Exercise: Every record must appear in your copy exactly as written, with no pictures.

Dataset content:
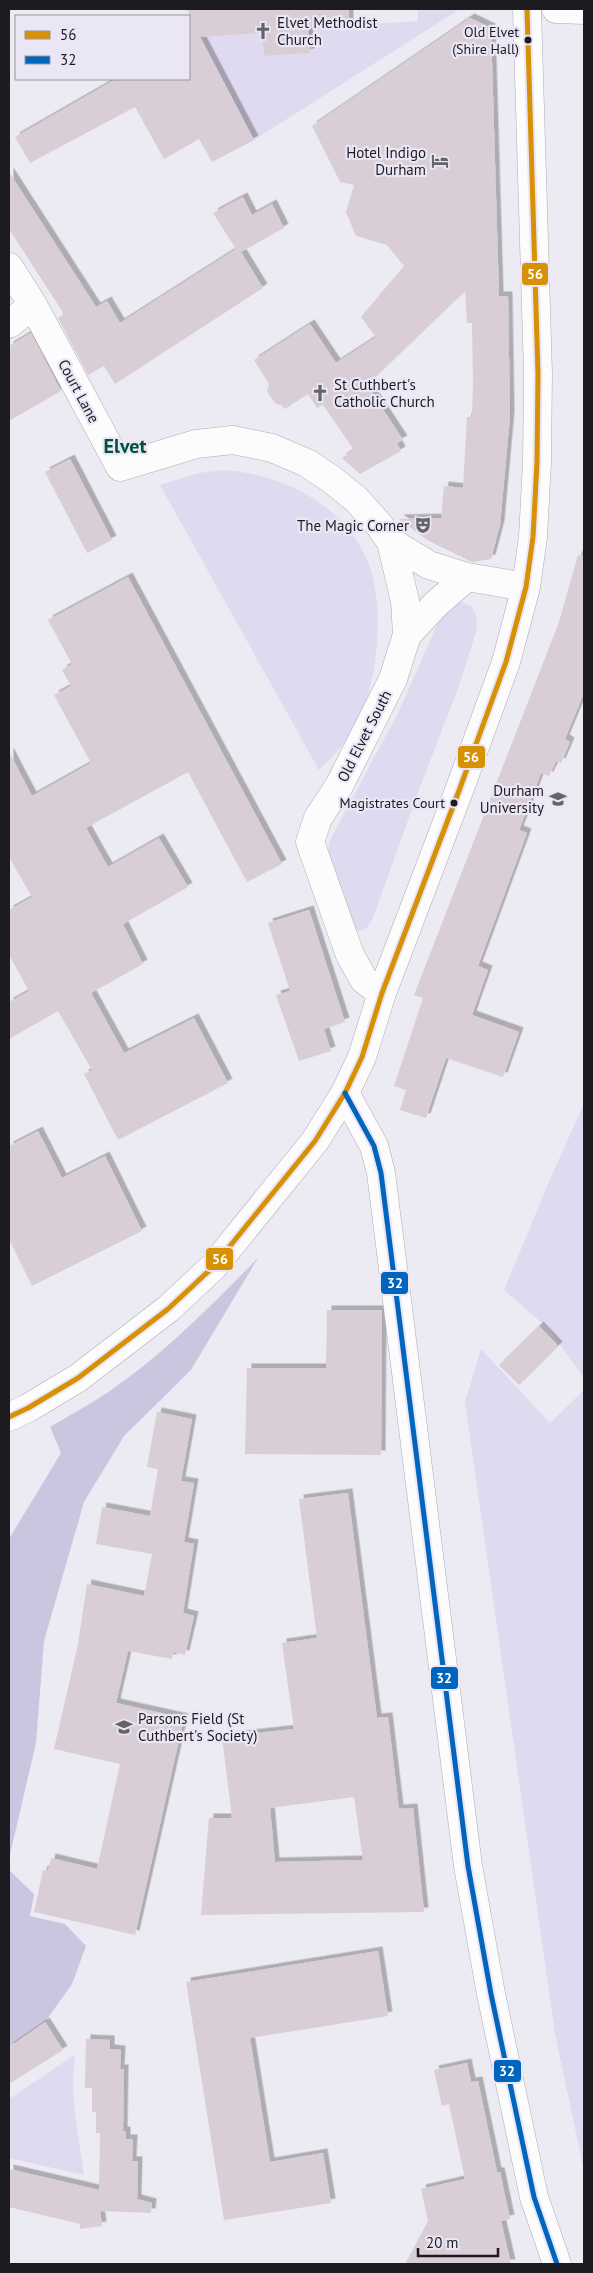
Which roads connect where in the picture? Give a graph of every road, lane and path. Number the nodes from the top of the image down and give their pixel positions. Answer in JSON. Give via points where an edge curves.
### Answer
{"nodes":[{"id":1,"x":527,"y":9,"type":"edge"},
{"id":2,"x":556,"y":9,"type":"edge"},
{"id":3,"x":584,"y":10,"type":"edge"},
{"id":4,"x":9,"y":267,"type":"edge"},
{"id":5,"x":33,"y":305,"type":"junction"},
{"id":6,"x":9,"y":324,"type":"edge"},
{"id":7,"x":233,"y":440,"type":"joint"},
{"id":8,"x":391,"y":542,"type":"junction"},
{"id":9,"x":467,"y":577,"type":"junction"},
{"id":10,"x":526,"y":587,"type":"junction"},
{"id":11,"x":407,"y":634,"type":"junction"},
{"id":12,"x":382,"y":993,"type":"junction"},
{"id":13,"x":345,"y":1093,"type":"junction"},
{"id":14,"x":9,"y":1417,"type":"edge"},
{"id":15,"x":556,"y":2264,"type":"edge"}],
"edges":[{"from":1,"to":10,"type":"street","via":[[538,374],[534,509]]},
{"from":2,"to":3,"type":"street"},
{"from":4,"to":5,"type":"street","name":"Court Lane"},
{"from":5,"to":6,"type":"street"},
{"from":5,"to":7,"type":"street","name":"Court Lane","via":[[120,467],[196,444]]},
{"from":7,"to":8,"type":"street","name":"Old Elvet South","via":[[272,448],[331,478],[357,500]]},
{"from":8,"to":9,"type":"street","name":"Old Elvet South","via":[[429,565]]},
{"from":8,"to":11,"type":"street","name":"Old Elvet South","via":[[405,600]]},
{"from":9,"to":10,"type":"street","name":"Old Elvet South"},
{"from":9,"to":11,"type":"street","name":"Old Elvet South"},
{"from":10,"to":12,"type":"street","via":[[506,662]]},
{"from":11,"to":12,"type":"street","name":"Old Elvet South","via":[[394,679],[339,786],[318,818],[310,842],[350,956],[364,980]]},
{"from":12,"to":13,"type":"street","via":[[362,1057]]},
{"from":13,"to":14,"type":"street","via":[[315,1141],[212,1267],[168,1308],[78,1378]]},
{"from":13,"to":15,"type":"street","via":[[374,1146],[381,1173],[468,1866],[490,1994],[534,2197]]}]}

Result for this exercise:
Which roads connect where in the picture? Give a graph of every road, lane and path. Number the nodes from the top of the image down and give their pixel positions. Answer in JSON. Give via points where an edge curves.
### Answer
{"nodes":[{"id":1,"x":527,"y":9,"type":"edge"},
{"id":2,"x":556,"y":9,"type":"edge"},
{"id":3,"x":584,"y":10,"type":"edge"},
{"id":4,"x":9,"y":267,"type":"edge"},
{"id":5,"x":33,"y":305,"type":"junction"},
{"id":6,"x":9,"y":324,"type":"edge"},
{"id":7,"x":233,"y":440,"type":"joint"},
{"id":8,"x":391,"y":542,"type":"junction"},
{"id":9,"x":467,"y":577,"type":"junction"},
{"id":10,"x":526,"y":587,"type":"junction"},
{"id":11,"x":407,"y":634,"type":"junction"},
{"id":12,"x":382,"y":993,"type":"junction"},
{"id":13,"x":345,"y":1093,"type":"junction"},
{"id":14,"x":9,"y":1417,"type":"edge"},
{"id":15,"x":556,"y":2264,"type":"edge"}],
"edges":[{"from":1,"to":10,"type":"street","via":[[538,374],[534,509]]},
{"from":2,"to":3,"type":"street"},
{"from":4,"to":5,"type":"street","name":"Court Lane"},
{"from":5,"to":6,"type":"street"},
{"from":5,"to":7,"type":"street","name":"Court Lane","via":[[120,467],[196,444]]},
{"from":7,"to":8,"type":"street","name":"Old Elvet South","via":[[272,448],[331,478],[357,500]]},
{"from":8,"to":9,"type":"street","name":"Old Elvet South","via":[[429,565]]},
{"from":8,"to":11,"type":"street","name":"Old Elvet South","via":[[405,600]]},
{"from":9,"to":10,"type":"street","name":"Old Elvet South"},
{"from":9,"to":11,"type":"street","name":"Old Elvet South"},
{"from":10,"to":12,"type":"street","via":[[506,662]]},
{"from":11,"to":12,"type":"street","name":"Old Elvet South","via":[[394,679],[339,786],[318,818],[310,842],[350,956],[364,980]]},
{"from":12,"to":13,"type":"street","via":[[362,1057]]},
{"from":13,"to":14,"type":"street","via":[[315,1141],[212,1267],[168,1308],[78,1378]]},
{"from":13,"to":15,"type":"street","via":[[374,1146],[381,1173],[468,1866],[490,1994],[534,2197]]}]}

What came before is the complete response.